## ACTIVITY
Go through the entries below and copy every line that holds the word "hidden".

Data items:
○ ○ ○ ○ ○

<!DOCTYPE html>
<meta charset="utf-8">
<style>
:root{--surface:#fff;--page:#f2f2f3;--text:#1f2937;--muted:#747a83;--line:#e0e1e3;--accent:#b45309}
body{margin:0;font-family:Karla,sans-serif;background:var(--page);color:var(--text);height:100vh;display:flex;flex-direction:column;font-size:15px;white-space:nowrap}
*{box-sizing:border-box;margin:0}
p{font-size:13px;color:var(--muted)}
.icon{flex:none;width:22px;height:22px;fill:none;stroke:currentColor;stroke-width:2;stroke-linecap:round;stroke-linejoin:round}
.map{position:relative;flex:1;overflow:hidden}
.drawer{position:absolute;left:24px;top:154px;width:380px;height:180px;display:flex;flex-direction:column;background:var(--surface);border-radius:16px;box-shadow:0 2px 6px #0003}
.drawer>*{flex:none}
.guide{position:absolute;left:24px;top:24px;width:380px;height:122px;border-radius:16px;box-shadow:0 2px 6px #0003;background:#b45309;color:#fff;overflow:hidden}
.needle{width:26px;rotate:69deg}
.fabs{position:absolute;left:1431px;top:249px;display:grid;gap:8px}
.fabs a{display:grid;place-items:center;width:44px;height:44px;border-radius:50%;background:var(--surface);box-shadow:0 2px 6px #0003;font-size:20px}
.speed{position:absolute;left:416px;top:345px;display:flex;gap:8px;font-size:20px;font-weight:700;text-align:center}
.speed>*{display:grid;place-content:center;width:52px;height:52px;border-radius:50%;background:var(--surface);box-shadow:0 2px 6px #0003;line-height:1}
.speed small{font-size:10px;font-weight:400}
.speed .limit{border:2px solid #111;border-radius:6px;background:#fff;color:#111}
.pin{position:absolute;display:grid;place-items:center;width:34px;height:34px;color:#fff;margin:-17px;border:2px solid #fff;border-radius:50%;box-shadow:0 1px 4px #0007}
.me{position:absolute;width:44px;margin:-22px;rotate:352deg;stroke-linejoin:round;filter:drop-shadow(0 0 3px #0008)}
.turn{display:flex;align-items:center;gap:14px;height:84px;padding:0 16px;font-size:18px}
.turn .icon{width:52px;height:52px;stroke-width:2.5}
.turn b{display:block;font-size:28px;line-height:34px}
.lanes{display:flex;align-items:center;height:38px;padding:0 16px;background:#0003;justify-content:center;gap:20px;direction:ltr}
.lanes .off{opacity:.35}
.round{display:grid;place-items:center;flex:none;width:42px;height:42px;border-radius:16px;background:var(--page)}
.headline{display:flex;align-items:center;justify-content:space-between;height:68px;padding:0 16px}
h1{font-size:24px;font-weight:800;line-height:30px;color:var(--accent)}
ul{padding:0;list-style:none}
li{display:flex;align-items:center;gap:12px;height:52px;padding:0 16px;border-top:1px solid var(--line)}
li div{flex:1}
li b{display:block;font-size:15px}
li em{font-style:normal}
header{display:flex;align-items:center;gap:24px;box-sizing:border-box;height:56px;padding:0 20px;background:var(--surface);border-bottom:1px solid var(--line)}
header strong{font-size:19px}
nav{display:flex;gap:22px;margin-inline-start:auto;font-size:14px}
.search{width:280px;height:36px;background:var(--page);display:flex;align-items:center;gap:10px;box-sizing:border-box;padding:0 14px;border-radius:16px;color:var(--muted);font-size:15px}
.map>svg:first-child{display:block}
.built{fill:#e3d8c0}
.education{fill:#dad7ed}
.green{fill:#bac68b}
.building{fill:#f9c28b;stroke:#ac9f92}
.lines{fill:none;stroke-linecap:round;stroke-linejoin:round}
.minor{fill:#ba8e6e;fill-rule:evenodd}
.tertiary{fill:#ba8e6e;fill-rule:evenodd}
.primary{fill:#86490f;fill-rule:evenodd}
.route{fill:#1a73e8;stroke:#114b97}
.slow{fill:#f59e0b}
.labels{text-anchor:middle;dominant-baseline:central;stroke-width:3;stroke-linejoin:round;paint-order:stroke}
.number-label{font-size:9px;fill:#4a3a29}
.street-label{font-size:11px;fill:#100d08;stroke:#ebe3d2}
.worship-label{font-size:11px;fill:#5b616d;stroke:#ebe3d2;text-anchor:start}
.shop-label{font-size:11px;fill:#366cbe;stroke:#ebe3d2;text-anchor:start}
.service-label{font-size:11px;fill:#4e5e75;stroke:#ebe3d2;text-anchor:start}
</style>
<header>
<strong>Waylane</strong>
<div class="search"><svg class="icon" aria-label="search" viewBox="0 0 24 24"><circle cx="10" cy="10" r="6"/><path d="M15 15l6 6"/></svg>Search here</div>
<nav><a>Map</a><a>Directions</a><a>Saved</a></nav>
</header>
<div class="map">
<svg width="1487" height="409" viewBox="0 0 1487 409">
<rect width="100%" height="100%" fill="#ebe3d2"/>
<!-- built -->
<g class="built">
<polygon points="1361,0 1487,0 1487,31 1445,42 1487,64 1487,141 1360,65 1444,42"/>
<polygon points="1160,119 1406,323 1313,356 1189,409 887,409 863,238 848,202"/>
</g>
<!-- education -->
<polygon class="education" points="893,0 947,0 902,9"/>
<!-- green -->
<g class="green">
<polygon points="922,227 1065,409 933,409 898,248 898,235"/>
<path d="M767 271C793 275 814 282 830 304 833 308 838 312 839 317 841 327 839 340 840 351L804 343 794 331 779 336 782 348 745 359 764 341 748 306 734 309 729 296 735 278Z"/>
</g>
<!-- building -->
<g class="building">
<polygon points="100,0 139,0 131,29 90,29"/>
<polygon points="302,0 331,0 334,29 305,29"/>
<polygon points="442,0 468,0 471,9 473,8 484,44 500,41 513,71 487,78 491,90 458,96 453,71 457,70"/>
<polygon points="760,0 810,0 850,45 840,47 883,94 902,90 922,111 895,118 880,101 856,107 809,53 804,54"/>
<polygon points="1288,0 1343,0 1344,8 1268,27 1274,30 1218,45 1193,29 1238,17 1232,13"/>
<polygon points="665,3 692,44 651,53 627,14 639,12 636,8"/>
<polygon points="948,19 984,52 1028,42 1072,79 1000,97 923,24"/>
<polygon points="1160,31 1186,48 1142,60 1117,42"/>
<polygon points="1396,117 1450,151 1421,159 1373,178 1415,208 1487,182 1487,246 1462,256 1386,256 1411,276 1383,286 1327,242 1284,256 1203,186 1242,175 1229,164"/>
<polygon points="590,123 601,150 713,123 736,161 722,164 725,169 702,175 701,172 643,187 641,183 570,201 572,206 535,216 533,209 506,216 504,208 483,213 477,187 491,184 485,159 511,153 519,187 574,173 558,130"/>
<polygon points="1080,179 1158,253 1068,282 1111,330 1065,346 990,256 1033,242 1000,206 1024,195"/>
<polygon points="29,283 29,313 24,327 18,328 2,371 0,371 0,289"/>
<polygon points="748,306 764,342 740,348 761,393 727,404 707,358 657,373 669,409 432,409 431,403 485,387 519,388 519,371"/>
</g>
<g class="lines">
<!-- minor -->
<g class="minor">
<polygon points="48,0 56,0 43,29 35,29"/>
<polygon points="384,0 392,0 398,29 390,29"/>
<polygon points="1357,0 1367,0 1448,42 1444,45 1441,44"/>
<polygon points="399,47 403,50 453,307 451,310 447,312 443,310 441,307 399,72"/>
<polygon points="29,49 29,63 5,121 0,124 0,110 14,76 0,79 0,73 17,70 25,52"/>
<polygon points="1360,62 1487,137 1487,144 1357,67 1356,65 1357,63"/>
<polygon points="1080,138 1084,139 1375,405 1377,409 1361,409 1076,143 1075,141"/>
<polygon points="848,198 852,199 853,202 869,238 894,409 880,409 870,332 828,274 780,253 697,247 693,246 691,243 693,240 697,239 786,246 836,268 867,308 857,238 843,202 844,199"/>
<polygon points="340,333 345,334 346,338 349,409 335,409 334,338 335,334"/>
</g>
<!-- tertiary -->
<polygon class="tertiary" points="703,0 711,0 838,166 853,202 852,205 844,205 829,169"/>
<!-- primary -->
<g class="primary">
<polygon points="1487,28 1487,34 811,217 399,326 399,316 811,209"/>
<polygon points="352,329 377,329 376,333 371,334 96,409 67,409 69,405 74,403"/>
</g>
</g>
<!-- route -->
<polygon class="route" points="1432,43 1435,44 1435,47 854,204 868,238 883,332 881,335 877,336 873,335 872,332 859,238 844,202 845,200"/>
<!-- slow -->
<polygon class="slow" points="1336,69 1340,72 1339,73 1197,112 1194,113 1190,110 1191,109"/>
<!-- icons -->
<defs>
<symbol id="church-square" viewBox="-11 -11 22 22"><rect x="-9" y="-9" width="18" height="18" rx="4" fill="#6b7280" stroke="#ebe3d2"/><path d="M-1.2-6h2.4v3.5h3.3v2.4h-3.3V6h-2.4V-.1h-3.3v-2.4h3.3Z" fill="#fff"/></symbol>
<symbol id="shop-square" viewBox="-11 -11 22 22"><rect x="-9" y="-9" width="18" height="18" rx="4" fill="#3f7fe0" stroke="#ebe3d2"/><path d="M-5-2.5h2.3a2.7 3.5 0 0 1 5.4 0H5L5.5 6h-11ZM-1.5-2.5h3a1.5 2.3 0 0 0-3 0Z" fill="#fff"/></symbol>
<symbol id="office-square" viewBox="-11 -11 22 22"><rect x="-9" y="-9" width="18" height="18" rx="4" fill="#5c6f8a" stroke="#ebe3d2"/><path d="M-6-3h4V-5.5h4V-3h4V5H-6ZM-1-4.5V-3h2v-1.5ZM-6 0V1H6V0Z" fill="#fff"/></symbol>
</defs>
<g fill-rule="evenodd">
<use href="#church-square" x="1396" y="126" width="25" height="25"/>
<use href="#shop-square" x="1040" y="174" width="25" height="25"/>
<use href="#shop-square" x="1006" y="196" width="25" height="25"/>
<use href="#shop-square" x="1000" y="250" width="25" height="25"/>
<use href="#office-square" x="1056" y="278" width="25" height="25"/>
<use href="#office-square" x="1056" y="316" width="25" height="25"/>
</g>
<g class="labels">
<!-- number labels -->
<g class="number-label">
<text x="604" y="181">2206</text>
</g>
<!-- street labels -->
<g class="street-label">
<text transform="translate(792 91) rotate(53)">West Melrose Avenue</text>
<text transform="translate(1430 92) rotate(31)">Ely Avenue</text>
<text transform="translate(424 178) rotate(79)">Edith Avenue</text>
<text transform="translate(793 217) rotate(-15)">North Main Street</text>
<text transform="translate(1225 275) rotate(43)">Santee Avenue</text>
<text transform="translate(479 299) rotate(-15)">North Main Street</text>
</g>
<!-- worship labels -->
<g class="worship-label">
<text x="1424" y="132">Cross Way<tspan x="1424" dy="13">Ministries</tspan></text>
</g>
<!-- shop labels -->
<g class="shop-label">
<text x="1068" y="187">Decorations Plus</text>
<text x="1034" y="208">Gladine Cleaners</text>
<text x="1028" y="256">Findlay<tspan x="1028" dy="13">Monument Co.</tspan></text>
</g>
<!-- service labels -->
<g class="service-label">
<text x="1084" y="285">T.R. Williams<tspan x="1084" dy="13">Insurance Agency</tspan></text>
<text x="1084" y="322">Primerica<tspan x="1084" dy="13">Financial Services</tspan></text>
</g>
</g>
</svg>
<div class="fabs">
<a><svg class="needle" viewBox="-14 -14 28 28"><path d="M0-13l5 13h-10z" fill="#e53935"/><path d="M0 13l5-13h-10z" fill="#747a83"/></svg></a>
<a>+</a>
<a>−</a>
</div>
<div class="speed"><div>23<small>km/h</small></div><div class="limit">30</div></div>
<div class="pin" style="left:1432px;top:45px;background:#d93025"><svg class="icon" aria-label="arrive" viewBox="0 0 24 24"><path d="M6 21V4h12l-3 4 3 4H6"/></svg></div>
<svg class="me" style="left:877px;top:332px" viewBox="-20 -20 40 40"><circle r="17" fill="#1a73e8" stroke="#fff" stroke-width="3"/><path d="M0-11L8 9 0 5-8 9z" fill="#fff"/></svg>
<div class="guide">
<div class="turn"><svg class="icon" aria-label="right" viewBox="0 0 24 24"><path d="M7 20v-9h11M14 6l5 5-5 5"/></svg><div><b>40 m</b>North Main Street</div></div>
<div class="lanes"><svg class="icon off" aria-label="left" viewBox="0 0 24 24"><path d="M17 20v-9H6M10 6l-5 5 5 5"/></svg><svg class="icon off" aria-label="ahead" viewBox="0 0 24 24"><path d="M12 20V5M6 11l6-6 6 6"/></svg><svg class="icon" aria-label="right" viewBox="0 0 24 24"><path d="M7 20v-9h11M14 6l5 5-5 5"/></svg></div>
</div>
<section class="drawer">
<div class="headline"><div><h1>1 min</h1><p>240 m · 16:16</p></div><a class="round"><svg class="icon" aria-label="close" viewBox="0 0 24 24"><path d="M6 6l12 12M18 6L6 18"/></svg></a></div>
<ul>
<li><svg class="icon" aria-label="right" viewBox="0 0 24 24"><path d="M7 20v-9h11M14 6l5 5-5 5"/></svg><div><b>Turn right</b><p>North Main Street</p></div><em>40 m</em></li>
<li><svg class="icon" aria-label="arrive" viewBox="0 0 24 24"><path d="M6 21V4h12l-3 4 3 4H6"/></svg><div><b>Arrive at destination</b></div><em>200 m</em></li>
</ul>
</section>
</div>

○ ○ ○ ○ ○

## RESPONSE FOR THIS EXERCISE
.map{position:relative;flex:1;overflow:hidden}
.guide{position:absolute;left:24px;top:24px;width:380px;height:122px;border-radius:16px;box-shadow:0 2px 6px #0003;background:#b45309;color:#fff;overflow:hidden}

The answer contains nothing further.